Die EU hat entschieden, dass Gatekeeper wie WhatsApp ihre Plattformen für andere Anbieter öffnen müssen. Eine Entscheidung, die bei Datenschutzschwerpunkten wie Signal und Threema auf wenig Begeisterung stößt.
Während Meta, das Unternehmen hinter WhatsApp, gezwungen ist, seinen Messenger für die Integration mit anderen Apps zu öffnen, lehnen Signal und Threema diese Idee kategorisch ab. Datenschutz, Verschlüsselung und Anonymität stehen für beide Messenger im Vordergrund, und eine Verbindung mit WhatsApp könnte diese Prinzipien gefährden, so die Befürchtungen der Anbieter.
Ein Sprecher von Threema bestätigte, dass der Messenger keine Verbindung zu WhatsApp herstellen wird. „Der Hauptgrund liegt darin, dass unsere Sicherheits- und Datenschutz-Standards nicht damit vereinbar sind.

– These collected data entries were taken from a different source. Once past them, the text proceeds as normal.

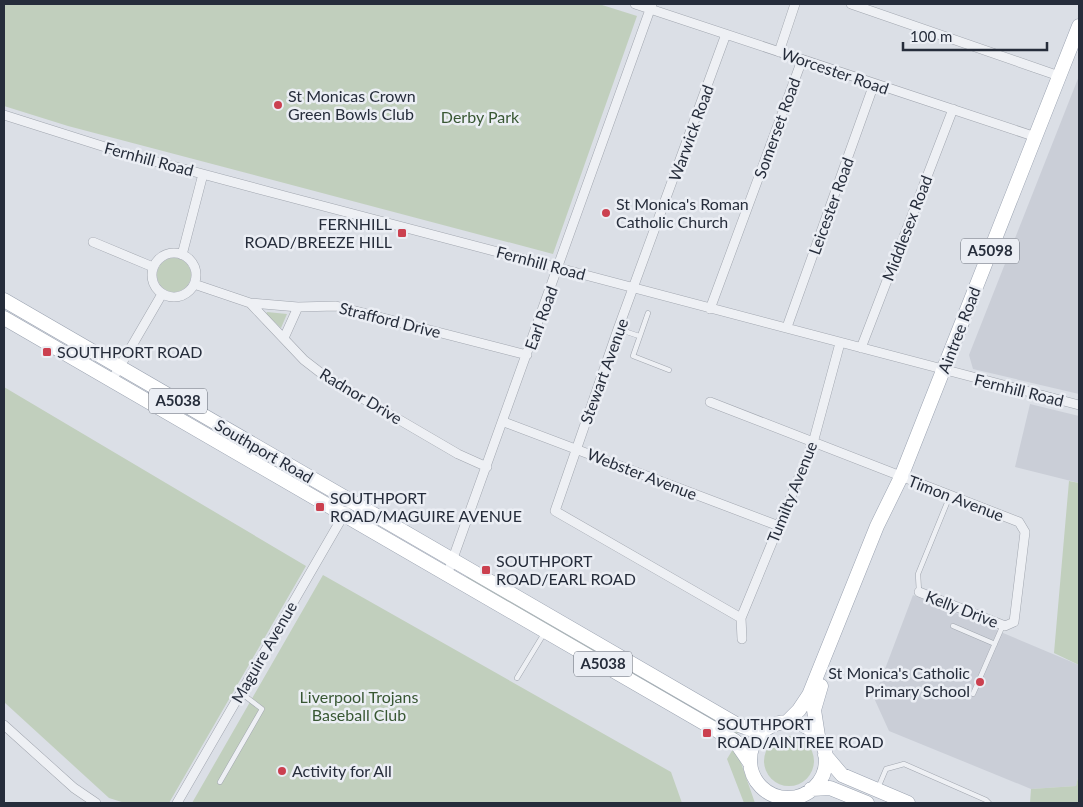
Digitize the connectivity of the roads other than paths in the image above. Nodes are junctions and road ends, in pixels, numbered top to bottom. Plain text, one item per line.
1 (635, 4) edge
2 (795, 4) edge
3 (851, 4) edge
4 (652, 6) edge
5 (1079, 26) edge
6 (726, 34) junction
7 (779, 52) junction
8 (802, 60) junction
9 (1060, 76) junction
10 (874, 84) junction
11 (953, 109) junction
12 (4, 115) edge
13 (1036, 137) junction
14 (203, 174) junction
15 (93, 242) dead end
16 (182, 255) junction
17 (153, 267) junction
18 (559, 268) junction
19 (194, 284) junction
20 (635, 287) junction
21 (162, 294) junction
22 (4, 300) edge
23 (250, 303) junction
24 (298, 307) junction
25 (710, 309) junction
26 (648, 313) dead end
27 (4, 318) edge
28 (787, 327) junction
29 (618, 329) junction
30 (639, 336) junction
31 (284, 338) junction
32 (840, 343) junction
33 (861, 348) junction
34 (526, 355) junction
35 (120, 367) junction
36 (669, 370) dead end
37 (943, 371) junction
38 (112, 380) junction
39 (710, 402) dead end
40 (1079, 405) edge
41 (504, 422) junction
42 (813, 443) junction
43 (577, 450) junction
44 (487, 467) junction
45 (901, 477) junction
46 (894, 494) junction
47 (946, 494) junction
48 (352, 501) junction
49 (344, 514) junction
50 (779, 526) junction
51 (454, 560) junction
52 (447, 574) junction
53 (919, 592) joint
54 (741, 618) junction
55 (953, 626) dead end
56 (1004, 626) junction
57 (545, 631) junction
58 (742, 639) dead end
59 (995, 644) junction
60 (517, 678) dead end
61 (241, 693) junction
62 (973, 694) dead end
63 (787, 722) junction
64 (4, 725) edge
65 (760, 733) junction
66 (818, 736) junction
67 (825, 755) junction
68 (750, 763) junction
69 (220, 782) dead end
70 (760, 786) junction
71 (811, 789) junction
72 (877, 790) junction
73 (788, 800) edge
74 (96, 803) edge
75 (177, 803) edge
76 (761, 803) edge
77 (867, 803) edge
78 (908, 803) edge
79 (989, 803) edge

1 - 4 street, Worcester Road
2 - 7 street
3 - 9 street
4 - 6 street, Worcester Road
4 - 18 street, Earl Road
5 - 9 main road, Aintree Road / A5098
6 - 7 street, Worcester Road
6 - 20 street, Warwick Road
7 - 8 street, Worcester Road
8 - 10 street, Worcester Road
8 - 25 street, Somerset Road
9 - 13 main road, Aintree Road / A5098
10 - 11 street, Worcester Road
10 - 28 street, Leicester Road
11 - 13 street, Worcester Road
11 - 33 street, Middlesex Road
12 - 14 street, Fernhill Road
13 - 37 main road, Aintree Road / A5098
14 - 16 street
14 - 18 street, Fernhill Road
15 - 17 street
16 - 17 street
16 - 19 street
17 - 21 street
18 - 20 street, Fernhill Road
18 - 34 street, Earl Road
19 - 21 street
19 - 23 street, Strafford Drive
20 - 25 street, Fernhill Road
20 - 29 street, Stewart Avenue
21 - 35 street
22 - 35 main road, Southport Road / A5038
23 - 24 street, Strafford Drive
23 - 31 street, Radnor Drive
24 - 31 street
24 - 34 street, Strafford Drive
25 - 28 street, Fernhill Road
26 - 30 lane
27 - 38 main road, Southport Road / A5038
28 - 32 street, Fernhill Road
29 - 30 lane
29 - 43 street, Stewart Avenue
30 - 36 lane
31 - 44 street, Radnor Drive
32 - 33 street, Fernhill Road
32 - 42 street, Tumilty Avenue
33 - 37 street, Fernhill Road
34 - 41 street, Earl Road
35 - 38 street
35 - 48 main road, Southport Road / A5038
37 - 40 street, Fernhill Road
37 - 45 main road, Aintree Road / A5098
38 - 49 main road, Southport Road / A5038
39 - 42 street, Timon Avenue
41 - 43 street, Webster Avenue
41 - 44 street, Earl Road
42 - 45 street, Timon Avenue
42 - 50 street, Tumilty Avenue
43 - 50 street, Webster Avenue
43 - 54 street, Stewart Avenue
44 - 51 street, Earl Road
45 - 46 main road, Aintree Road / A5098
45 - 47 street, Timon Avenue
46 - 63 main road, Aintree Road / A5098
46 - 66 main road, Aintree Road / A5098
47 - 53 lane
47 - 56 street, Timon Avenue
48 - 49 street, Maguire Avenue
48 - 51 main road, Southport Road / A5038
49 - 52 main road, Southport Road / A5038
49 - 61 street, Maguire Avenue
50 - 54 street, Tumilty Avenue
51 - 52 street, Earl Road
51 - 65 main road, Southport Road / A5038
52 - 57 main road, Southport Road / A5038
53 - 56 street, Kelly Drive
54 - 58 street, Tumilty Avenue
55 - 59 lane
56 - 59 lane
57 - 60 lane
57 - 68 main road, Southport Road / A5038
59 - 62 lane
61 - 69 lane
61 - 75 street, Maguire Avenue
63 - 65 main road
63 - 66 main road
64 - 74 street
65 - 68 main road
66 - 67 main road
67 - 71 main road
67 - 72 main road
68 - 70 main road, A5038
70 - 73 main road
70 - 76 main road
71 - 73 main road
71 - 77 main road
72 - 78 main road
72 - 79 lane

Wir können und wollen von diesen Standards nicht abweichen – sie sind, was Threema ausmacht“, erklärte der Sprecher gegenüber heise online.
Signal-Präsidentin Meredith Whittaker betonte ebenfalls, dass ihre Standards nicht für WhatsApp gesenkt werden. „Unsere Messlatte für den Schutz der Privatsphäre liegt extrem hoch, und wir werden sie nicht nur nicht senken, sondern wollen sie immer weiter anheben. Derzeit würde eine Zusammenarbeit mit Facebook Messenger, iMessage, WhatsApp oder auch mit einem Matrix-Dienst eine Verschlechterung unserer Datenschutzstandards bedeuten.“
Ein zentraler Punkt der Ablehnung betrifft Metadaten, die viel über eine Person aussagen. Martin Blatter, der CEO von Threema, erklärte gegenüber der Schweizer Tagesschau: „Diese Daten würden bei Meta landen und das wollen wir nicht.“
Gemäß dem Digital Markets Act (DMA) der EU müssen als „Gatekeeper“ eingestufte Unternehmen, zu denen Meta gehört, ihre Plattformen für andere Anbieter öffnen, um den Wettbewerb zu stärken. Die Frist für WhatsApp, ein Referenzangebot für Interoperabilität zu veröffentlichen, läuft bis zum 7. März 2024.
Während Meta gezwungen ist, sich zu öffnen, haben andere Plattformen, wie Signal und Threema, die Freiheit zu entscheiden, ob sie diese Möglichkeit nutzen wollen oder nicht. Beide Messenger setzen auf das Signal-Protokoll für Ende-zu-Ende-Verschlüsselung, das sich langsam zum Branchenstandard entwickelt. Trotzdem betonen sie, dass eine Zusammenarbeit mit anderen Apps ihre hohen Datenschutzstandards gefährden könnte, was nicht akzeptabel ist.